The task:
Only one range belongs in the answer: the line holding "I need the junctions" through the last line of the records, reproduced as is.
[Given records — start]
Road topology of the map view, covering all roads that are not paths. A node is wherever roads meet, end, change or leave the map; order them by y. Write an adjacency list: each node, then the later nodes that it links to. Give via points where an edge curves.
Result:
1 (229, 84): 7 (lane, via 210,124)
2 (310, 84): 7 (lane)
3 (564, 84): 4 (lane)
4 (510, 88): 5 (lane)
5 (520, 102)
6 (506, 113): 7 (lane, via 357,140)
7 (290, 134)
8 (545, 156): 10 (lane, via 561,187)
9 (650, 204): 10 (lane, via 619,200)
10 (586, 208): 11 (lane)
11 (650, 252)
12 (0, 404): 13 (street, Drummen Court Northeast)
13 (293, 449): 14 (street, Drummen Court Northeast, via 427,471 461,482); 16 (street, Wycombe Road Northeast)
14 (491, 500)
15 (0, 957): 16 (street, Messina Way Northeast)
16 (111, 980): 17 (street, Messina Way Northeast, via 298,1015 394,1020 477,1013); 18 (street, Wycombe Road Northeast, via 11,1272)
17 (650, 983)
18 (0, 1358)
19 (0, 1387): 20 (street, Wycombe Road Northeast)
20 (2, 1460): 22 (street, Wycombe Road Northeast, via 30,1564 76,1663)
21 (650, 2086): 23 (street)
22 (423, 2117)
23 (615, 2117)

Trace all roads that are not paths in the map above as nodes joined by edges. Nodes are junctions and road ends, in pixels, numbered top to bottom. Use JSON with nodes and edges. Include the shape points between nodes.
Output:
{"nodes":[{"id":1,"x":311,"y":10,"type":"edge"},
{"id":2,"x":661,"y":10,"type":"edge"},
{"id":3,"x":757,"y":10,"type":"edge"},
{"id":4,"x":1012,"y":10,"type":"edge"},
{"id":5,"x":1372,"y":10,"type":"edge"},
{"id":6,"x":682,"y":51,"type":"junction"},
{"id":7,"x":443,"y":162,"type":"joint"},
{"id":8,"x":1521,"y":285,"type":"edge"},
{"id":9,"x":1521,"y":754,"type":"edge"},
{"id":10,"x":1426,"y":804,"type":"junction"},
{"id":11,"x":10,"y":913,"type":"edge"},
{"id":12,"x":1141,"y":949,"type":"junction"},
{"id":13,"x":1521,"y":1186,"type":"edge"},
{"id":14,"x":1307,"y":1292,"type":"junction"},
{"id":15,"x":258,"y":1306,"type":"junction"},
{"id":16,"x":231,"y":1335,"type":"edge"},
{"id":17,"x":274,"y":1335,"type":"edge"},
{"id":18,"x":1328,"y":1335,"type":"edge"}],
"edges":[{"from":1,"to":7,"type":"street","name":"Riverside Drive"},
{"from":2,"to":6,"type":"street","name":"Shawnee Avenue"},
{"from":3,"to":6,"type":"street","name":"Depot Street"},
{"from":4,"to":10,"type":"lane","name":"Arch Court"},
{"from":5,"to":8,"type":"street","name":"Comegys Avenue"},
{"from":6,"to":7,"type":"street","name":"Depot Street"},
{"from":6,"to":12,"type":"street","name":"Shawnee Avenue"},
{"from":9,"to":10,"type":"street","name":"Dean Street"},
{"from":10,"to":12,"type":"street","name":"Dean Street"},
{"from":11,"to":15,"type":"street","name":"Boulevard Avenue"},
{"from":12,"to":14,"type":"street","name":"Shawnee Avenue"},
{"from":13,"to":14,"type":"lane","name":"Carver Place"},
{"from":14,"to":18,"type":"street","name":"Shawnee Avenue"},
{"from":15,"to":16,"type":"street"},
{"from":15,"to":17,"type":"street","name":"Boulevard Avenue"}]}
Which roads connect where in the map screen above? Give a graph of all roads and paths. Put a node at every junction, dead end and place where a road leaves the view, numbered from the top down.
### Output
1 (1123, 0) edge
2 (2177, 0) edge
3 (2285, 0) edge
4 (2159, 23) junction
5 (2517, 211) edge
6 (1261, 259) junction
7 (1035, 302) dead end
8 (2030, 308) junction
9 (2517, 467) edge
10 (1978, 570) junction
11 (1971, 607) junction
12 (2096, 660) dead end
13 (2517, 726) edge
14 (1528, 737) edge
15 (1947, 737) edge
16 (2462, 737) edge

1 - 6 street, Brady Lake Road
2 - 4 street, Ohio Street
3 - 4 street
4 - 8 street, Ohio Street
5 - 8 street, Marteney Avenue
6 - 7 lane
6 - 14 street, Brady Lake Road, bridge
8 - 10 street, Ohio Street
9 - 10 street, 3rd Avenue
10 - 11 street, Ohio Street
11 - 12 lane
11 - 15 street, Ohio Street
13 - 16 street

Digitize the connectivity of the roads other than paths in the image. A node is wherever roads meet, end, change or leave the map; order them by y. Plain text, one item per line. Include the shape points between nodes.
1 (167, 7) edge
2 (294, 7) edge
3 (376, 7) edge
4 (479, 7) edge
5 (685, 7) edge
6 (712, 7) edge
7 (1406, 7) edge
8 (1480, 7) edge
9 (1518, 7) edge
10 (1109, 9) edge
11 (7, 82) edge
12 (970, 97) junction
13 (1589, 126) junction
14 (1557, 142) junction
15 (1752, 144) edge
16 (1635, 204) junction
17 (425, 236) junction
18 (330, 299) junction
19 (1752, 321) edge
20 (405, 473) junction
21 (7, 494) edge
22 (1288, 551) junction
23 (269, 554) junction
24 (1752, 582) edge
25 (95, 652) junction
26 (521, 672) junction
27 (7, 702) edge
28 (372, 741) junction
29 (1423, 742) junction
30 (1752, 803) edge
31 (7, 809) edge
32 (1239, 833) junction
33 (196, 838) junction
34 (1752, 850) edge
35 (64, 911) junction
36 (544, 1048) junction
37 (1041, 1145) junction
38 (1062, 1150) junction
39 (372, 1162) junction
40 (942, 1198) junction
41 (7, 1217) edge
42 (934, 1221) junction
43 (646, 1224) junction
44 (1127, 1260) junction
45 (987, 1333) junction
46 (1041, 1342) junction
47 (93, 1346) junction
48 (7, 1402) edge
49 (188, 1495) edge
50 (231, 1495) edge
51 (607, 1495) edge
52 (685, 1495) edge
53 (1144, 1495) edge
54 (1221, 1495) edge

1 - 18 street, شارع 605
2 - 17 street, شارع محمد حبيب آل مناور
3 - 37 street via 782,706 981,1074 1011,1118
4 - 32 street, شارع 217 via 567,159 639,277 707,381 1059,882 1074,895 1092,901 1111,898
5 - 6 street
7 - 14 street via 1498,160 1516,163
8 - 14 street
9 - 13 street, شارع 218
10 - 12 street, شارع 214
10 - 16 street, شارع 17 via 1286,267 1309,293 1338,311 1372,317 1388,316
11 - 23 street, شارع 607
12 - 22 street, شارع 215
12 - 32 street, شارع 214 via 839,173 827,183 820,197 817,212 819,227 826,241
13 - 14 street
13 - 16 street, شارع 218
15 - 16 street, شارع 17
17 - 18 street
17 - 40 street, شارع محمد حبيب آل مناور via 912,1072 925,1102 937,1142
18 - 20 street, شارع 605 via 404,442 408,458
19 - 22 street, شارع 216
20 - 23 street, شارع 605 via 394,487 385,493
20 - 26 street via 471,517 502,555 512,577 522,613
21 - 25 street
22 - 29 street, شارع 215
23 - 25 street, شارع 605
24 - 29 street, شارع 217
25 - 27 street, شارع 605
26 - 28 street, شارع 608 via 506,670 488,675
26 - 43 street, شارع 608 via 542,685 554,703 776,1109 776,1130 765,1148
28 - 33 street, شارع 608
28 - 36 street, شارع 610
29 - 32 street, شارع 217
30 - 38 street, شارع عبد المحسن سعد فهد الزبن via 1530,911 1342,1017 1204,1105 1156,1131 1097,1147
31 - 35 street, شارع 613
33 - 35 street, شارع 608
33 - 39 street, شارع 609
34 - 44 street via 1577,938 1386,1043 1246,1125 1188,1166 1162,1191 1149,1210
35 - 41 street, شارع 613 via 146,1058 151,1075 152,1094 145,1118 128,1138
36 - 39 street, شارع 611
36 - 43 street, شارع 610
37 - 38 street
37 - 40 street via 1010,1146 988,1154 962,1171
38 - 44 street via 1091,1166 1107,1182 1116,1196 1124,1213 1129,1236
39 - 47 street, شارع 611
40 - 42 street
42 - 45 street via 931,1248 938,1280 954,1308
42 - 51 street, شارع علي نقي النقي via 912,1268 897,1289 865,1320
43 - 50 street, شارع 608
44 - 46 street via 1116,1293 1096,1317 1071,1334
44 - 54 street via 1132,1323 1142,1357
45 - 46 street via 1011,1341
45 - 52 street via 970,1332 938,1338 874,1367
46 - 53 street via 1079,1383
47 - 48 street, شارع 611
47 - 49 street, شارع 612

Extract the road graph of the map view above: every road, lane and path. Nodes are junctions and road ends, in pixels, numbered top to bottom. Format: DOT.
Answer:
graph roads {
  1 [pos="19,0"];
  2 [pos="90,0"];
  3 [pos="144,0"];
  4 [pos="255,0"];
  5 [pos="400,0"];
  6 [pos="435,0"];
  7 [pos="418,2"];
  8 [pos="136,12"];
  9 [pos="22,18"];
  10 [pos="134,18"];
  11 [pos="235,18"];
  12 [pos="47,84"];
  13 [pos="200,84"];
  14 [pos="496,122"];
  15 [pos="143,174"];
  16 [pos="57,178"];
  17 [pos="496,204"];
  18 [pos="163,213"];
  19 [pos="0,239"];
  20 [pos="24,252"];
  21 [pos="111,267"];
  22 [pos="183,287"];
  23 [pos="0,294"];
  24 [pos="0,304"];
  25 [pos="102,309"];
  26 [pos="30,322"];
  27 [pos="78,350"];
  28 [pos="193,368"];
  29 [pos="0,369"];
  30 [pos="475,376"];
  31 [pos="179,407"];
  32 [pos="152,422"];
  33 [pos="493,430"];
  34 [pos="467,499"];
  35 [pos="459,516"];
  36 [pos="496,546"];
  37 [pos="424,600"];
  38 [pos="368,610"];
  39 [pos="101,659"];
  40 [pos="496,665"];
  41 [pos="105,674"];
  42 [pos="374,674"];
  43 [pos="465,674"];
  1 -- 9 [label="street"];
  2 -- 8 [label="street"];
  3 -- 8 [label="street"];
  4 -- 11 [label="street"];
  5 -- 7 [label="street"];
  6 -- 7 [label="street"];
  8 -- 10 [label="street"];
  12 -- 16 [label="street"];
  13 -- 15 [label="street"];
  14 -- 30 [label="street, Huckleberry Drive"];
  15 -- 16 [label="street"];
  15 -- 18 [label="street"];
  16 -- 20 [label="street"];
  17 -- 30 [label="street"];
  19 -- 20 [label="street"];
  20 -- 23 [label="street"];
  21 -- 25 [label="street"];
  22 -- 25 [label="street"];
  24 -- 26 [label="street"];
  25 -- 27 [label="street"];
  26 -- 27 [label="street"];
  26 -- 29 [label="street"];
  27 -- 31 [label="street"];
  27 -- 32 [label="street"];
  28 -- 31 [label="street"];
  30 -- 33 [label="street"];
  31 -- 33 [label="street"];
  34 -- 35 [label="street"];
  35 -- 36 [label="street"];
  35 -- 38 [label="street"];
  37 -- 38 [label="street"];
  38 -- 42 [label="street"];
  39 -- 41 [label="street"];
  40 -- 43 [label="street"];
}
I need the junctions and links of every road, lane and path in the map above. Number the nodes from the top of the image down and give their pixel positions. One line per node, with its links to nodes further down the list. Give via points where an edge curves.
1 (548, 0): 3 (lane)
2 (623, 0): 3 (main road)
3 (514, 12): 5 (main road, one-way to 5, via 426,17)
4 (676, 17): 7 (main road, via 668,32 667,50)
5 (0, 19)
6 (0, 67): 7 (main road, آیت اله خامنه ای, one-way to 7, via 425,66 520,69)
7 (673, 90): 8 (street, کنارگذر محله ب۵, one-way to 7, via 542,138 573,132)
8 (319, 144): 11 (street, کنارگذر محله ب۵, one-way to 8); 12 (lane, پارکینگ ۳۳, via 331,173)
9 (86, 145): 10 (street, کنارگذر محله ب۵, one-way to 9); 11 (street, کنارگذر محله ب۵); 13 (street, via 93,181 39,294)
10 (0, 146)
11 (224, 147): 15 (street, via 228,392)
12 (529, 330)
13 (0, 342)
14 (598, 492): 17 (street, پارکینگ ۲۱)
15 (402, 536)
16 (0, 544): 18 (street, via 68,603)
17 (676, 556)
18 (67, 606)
[Given records — finish]
Completed task:
I need the junctions and links of every road, lane and path in the map above. Number the nodes from the top of the image down and give their pixel positions. One line per node, with its links to nodes further down the list. Give via points where an edge curves.
1 (548, 0): 3 (lane)
2 (623, 0): 3 (main road)
3 (514, 12): 5 (main road, one-way to 5, via 426,17)
4 (676, 17): 7 (main road, via 668,32 667,50)
5 (0, 19)
6 (0, 67): 7 (main road, آیت اله خامنه ای, one-way to 7, via 425,66 520,69)
7 (673, 90): 8 (street, کنارگذر محله ب۵, one-way to 7, via 542,138 573,132)
8 (319, 144): 11 (street, کنارگذر محله ب۵, one-way to 8); 12 (lane, پارکینگ ۳۳, via 331,173)
9 (86, 145): 10 (street, کنارگذر محله ب۵, one-way to 9); 11 (street, کنارگذر محله ب۵); 13 (street, via 93,181 39,294)
10 (0, 146)
11 (224, 147): 15 (street, via 228,392)
12 (529, 330)
13 (0, 342)
14 (598, 492): 17 (street, پارکینگ ۲۱)
15 (402, 536)
16 (0, 544): 18 (street, via 68,603)
17 (676, 556)
18 (67, 606)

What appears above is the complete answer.